Last year, when I was
writing a piece for New Humanist to coincide with the Olympics, I became somewhat wary of making big comparisons between sport and religion. "I'm tired of reading banal arguments based on something being a bit like something else," one sociologist warned me. Another sociologist (it must have been sociology season) explained that sport
does resemble religion, but only in a
Durkheimian sense.
I was reminded of this while
reading this article in the
Metro on the tube this morning, as the 120,000 members of
La Iglesia Maradoniana, the Church of Maradonna, seem to have adopted sport as religion in far more than a Durkheimian sense. This congregation quite literally worship Diego Maradonna – Argentianian legend, contender for greatest footballer of all time (okay, so maybe Pele was the greatest and Maradonna the most "naturally gifted"), and he of the "Hand of God".
Of course, it's hard not to view the whole thing as a joke, although the congregants claim it's 100 per cent serious. The Church's headquarters is in Maradonna's home town of Rosario, 300km from Buenos Aries.
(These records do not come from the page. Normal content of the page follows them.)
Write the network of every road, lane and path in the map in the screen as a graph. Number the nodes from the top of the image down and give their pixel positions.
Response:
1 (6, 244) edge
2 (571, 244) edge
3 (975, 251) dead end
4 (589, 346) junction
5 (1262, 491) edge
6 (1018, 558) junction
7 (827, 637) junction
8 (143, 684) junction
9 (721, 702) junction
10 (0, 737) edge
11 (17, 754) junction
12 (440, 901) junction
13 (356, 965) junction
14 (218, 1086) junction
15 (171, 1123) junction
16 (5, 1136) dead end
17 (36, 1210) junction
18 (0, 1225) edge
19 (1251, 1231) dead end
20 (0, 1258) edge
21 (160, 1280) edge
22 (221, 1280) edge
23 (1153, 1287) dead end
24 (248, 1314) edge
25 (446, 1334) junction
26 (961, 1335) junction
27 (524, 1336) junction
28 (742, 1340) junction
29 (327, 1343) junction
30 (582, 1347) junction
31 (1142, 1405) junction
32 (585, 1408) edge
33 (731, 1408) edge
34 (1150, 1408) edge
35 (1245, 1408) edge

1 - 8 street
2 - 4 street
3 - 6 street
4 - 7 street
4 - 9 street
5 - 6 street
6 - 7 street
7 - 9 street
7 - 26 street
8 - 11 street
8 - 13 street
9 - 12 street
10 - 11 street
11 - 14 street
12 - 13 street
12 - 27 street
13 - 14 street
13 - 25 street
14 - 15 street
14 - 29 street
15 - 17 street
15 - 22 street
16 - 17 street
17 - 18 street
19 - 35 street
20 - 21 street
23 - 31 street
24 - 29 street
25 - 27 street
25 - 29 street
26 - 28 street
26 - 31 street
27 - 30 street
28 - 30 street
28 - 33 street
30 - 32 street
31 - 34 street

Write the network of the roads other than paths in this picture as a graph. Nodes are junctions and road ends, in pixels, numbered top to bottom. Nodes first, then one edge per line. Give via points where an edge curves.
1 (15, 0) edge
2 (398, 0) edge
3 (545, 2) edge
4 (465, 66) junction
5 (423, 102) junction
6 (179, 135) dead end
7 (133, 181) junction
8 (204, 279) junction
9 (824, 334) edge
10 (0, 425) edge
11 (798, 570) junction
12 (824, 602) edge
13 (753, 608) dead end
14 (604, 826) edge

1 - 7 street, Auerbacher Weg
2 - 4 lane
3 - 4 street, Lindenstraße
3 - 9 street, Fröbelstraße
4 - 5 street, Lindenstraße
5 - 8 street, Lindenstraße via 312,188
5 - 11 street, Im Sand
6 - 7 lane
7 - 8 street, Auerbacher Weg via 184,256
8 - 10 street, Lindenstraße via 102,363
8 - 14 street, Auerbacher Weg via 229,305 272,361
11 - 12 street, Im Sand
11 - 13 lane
They meet up properly twice a year – for their Messiah's birthday and on the annual anniversary of the 1986 World Cup quarter final defeat of England (perhaps unsurprisingly, the Church has 1,500 Scottish members) – and they have a set of Ten Commandments, one of which is, quite brilliantly, "Do not mention the name Diego in connection with any one club".
At the meeting the
Metro reporter attended, the congregation was even treated to a telephone message from the man himself, taking time out from his new job as Argentina national coach, who declared that "God will be with us again and He will give us another victory like 1986."
So is it for real? The co-founder, HernĂ¡n Amez says so: "Religion is about feelings and we feel football. I've been doing this for ten years now and it's not just a bit of fun, it's a religion."
Which brings me back to Durkheim. The sociologist I met with last year explained how sport can be seen to resemble a religion when it leads to "collective effervescence", and it seems there's plenty of that to be had at La Iglesia Maradoniana.